## Math: 10s game

For math today we did a spin off on 10’s Go Fish from this site. From the Uno Deck I took 4 of each number 1-9 and put them in the middle. Each of us got 2 cards. Each turn we could draw one more card. With each card drawn, I would say “You got a 3. What number do you need to add up to 10?” If they didn’t know, I handed them 10 glass beads and told them to take away 3 and tell me how many were left. If they had a 7, they could set aside their match. Then it was the next person’s turn.

We all ended up with a lot of leftover cards so next time we might try making it more of a Go Fish type game.

## Reading

Every day I have the boys go through two cycles – first with beginning sounds (ball, fall, hall, small) , then with ending sounds (bad, ball, ban, bath, bat). We randomly pick which letters to use for each cycle.

It has really improved their confidence with reading. They have been reluctant to admit they know how to read and this has shown them they know more than they think. And of course, taught them too.

## Math: Divisible by 3

Sidenote: When showing them how I made up names, Bartholomew, Alice and George. Tackler loved my names and kept asking for a reminder of them and made several accidental variations on the name Bartholomew. Prince on the other hand gave his three piles to himself, mom and his Beanie Puppy Wrinkles. It was fun to watch them.

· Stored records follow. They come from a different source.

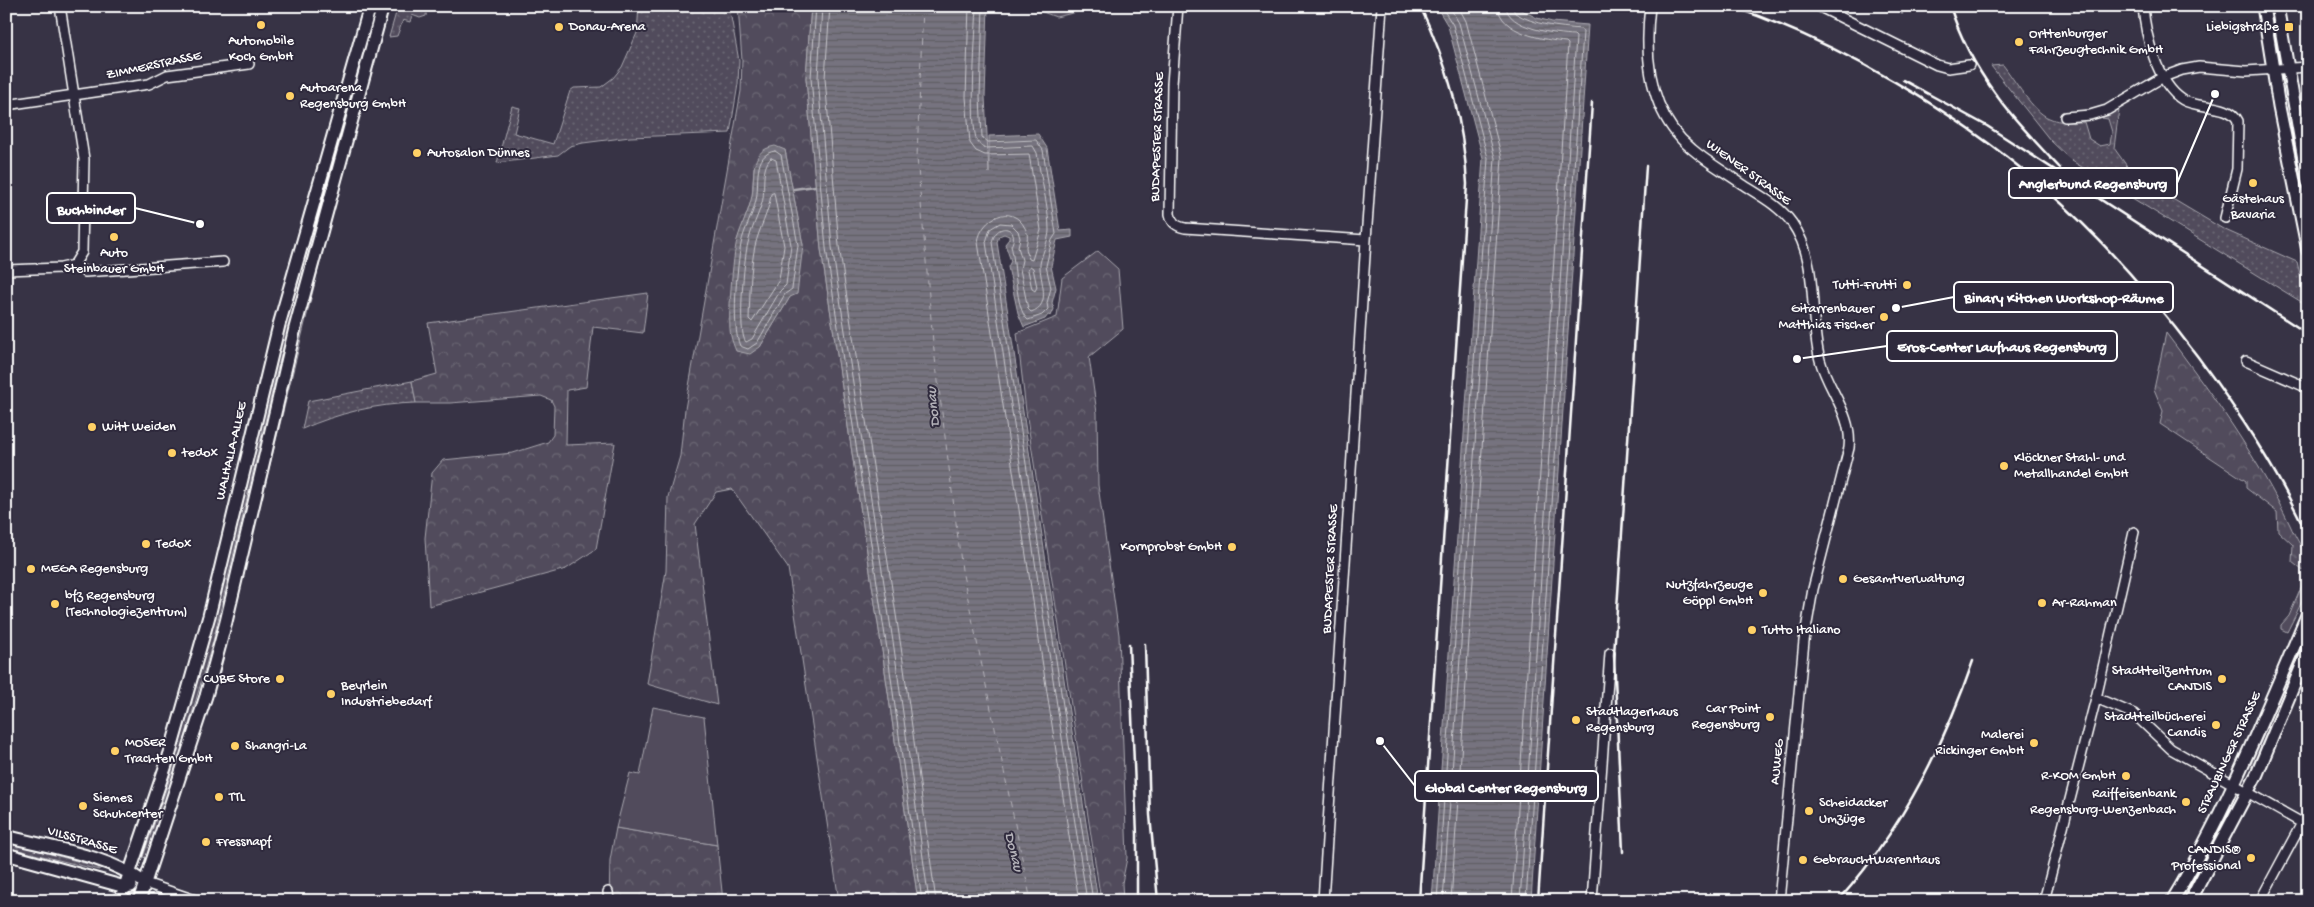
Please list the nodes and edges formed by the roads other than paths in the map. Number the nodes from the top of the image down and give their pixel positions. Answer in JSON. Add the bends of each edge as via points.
{"nodes":[{"id":1,"x":60,"y":6,"type":"edge"},
{"id":2,"x":370,"y":6,"type":"edge"},
{"id":3,"x":383,"y":6,"type":"edge"},
{"id":4,"x":1178,"y":6,"type":"edge"},
{"id":5,"x":1382,"y":6,"type":"edge"},
{"id":6,"x":1650,"y":6,"type":"edge"},
{"id":7,"x":1818,"y":6,"type":"edge"},
{"id":8,"x":2143,"y":6,"type":"edge"},
{"id":9,"x":2263,"y":6,"type":"edge"},
{"id":10,"x":2278,"y":6,"type":"edge"},
{"id":11,"x":249,"y":64,"type":"dead end"},
{"id":12,"x":1969,"y":65,"type":"dead end"},
{"id":13,"x":2308,"y":67,"type":"edge"},
{"id":14,"x":2288,"y":69,"type":"junction"},
{"id":15,"x":2273,"y":70,"type":"junction"},
{"id":16,"x":2163,"y":76,"type":"junction"},
{"id":17,"x":74,"y":96,"type":"junction"},
{"id":18,"x":6,"y":105,"type":"edge"},
{"id":19,"x":2064,"y":117,"type":"dead end"},
{"id":20,"x":2307,"y":179,"type":"edge"},
{"id":21,"x":2225,"y":218,"type":"dead end"},
{"id":22,"x":1366,"y":240,"type":"junction"},
{"id":23,"x":2308,"y":251,"type":"edge"},
{"id":24,"x":223,"y":262,"type":"dead end"},
{"id":25,"x":74,"y":265,"type":"junction"},
{"id":26,"x":6,"y":270,"type":"edge"},
{"id":27,"x":2246,"y":361,"type":"dead end"},
{"id":28,"x":2308,"y":388,"type":"edge"},
{"id":29,"x":2134,"y":532,"type":"dead end"},
{"id":30,"x":2308,"y":613,"type":"edge"},
{"id":31,"x":1806,"y":627,"type":"joint"},
{"id":32,"x":2308,"y":651,"type":"edge"},
{"id":33,"x":1610,"y":653,"type":"dead end"},
{"id":34,"x":2096,"y":698,"type":"junction"},
{"id":35,"x":2233,"y":785,"type":"junction"},
{"id":36,"x":2247,"y":793,"type":"junction"},
{"id":37,"x":6,"y":836,"type":"edge"},
{"id":38,"x":6,"y":854,"type":"edge"},
{"id":39,"x":130,"y":872,"type":"junction"},
{"id":40,"x":146,"y":883,"type":"junction"},
{"id":41,"x":125,"y":887,"type":"junction"},
{"id":42,"x":120,"y":901,"type":"edge"},
{"id":43,"x":139,"y":901,"type":"edge"},
{"id":44,"x":198,"y":901,"type":"edge"},
{"id":45,"x":1323,"y":901,"type":"edge"},
{"id":46,"x":1592,"y":901,"type":"edge"},
{"id":47,"x":1778,"y":901,"type":"edge"},
{"id":48,"x":2044,"y":901,"type":"edge"},
{"id":49,"x":2172,"y":901,"type":"edge"},
{"id":50,"x":2190,"y":901,"type":"edge"},
{"id":51,"x":2260,"y":901,"type":"edge"}],
"edges":[{"from":1,"to":17,"type":"street"},
{"from":2,"to":39,"type":"main road","name":"WALHALLA-ALLEE","via":[[279,325],[209,616],[170,753]]},
{"from":3,"to":40,"type":"main road","via":[[292,338],[206,696]]},
{"from":4,"to":22,"type":"street","name":"BUDAPESTER STRASSE","via":[[1172,84],[1172,221],[1185,228]]},
{"from":5,"to":22,"type":"street","name":"BUDAPESTER STRASSE"},
{"from":6,"to":31,"type":"street","name":"WIENER STRASSE","via":[[1648,63],[1657,102],[1666,119],[1691,149],[1777,208],[1792,223],[1808,259],[1817,348],[1830,388],[1846,417],[1850,438]]},
{"from":7,"to":12,"type":"street","via":[[1937,65],[1948,68]]},
{"from":8,"to":16,"type":"street","via":[[2148,39]]},
{"from":9,"to":15,"type":"main road"},
{"from":10,"to":14,"type":"main road"},
{"from":11,"to":17,"type":"street","name":"ZIMMERSTRASSE","via":[[167,75],[149,84]]},
{"from":13,"to":14,"type":"street"},
{"from":14,"to":15,"type":"street"},
{"from":14,"to":20,"type":"main road"},
{"from":15,"to":16,"type":"street","via":[[2199,67]]},
{"from":15,"to":23,"type":"main road"},
{"from":16,"to":19,"type":"street","via":[[2107,110]]},
{"from":16,"to":21,"type":"street","via":[[2183,100],[2236,115],[2237,169]]},
{"from":17,"to":18,"type":"street","name":"ZIMMERSTRASSE"},
{"from":17,"to":25,"type":"street","via":[[84,159],[82,252]]},
{"from":22,"to":45,"type":"street","name":"BUDAPESTER STRASSE"},
{"from":24,"to":25,"type":"street","via":[[85,272]]},
{"from":25,"to":26,"type":"street"},
{"from":27,"to":28,"type":"street"},
{"from":29,"to":34,"type":"street"},
{"from":30,"to":35,"type":"main road","name":"STRAUBINGER STRASSE"},
{"from":31,"to":47,"type":"street","name":"AUWEG"},
{"from":32,"to":36,"type":"main road"},
{"from":33,"to":46,"type":"street"},
{"from":34,"to":35,"type":"street","via":[[2134,714],[2171,749]]},
{"from":34,"to":48,"type":"street"},
{"from":35,"to":36,"type":"street"},
{"from":35,"to":49,"type":"main road","name":"STRAUBINGER STRASSE"},
{"from":36,"to":50,"type":"main road"},
{"from":36,"to":51,"type":"street","via":[[2302,823]]},
{"from":37,"to":39,"type":"main road","name":"VILSSTRASSE"},
{"from":38,"to":41,"type":"main road","name":"VILSSTRASSE"},
{"from":39,"to":40,"type":"main road","name":"VILSSTRASSE"},
{"from":39,"to":41,"type":"main road","name":"WALHALLA-ALLEE"},
{"from":40,"to":41,"type":"main road","name":"VILSSTRASSE"},
{"from":40,"to":43,"type":"main road"},
{"from":40,"to":44,"type":"street","name":"VILSSTRASSE"},
{"from":41,"to":42,"type":"main road","name":"WALHALLA-ALLEE"}]}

When they had their even piles I had them tell me how many each person got and how many were left over. When they were all done I had them work together to put their numbers in order (as you see above) and then repeat the list several times until they got comfortable saying 3, 6, 9, 12, etc.

This math game taught division and multiplication and I am looking forward to doing it repeatedly, with the other number groups. It was a great exercise. If you have any fun math activities, I’d love to hear them.

## A Kindergarten Day

I would love to know what a real “day in the life” of various homeschoolers actually looks like. For my plethora of readers, I am going to try to offer a glimpse into our daily life. Remember, I consider Kindergarten a fairly easy year. And my K’ers are very young – only two weeks old to enough to qualify as K’ers and 4 months too young in MOST states. So, with all that in mind:

This week:

We are studying Antarctica. We started on Monday? with a review of the world including continents, oceans, hemispheres, and the equator the affect of distance to the equator on climate.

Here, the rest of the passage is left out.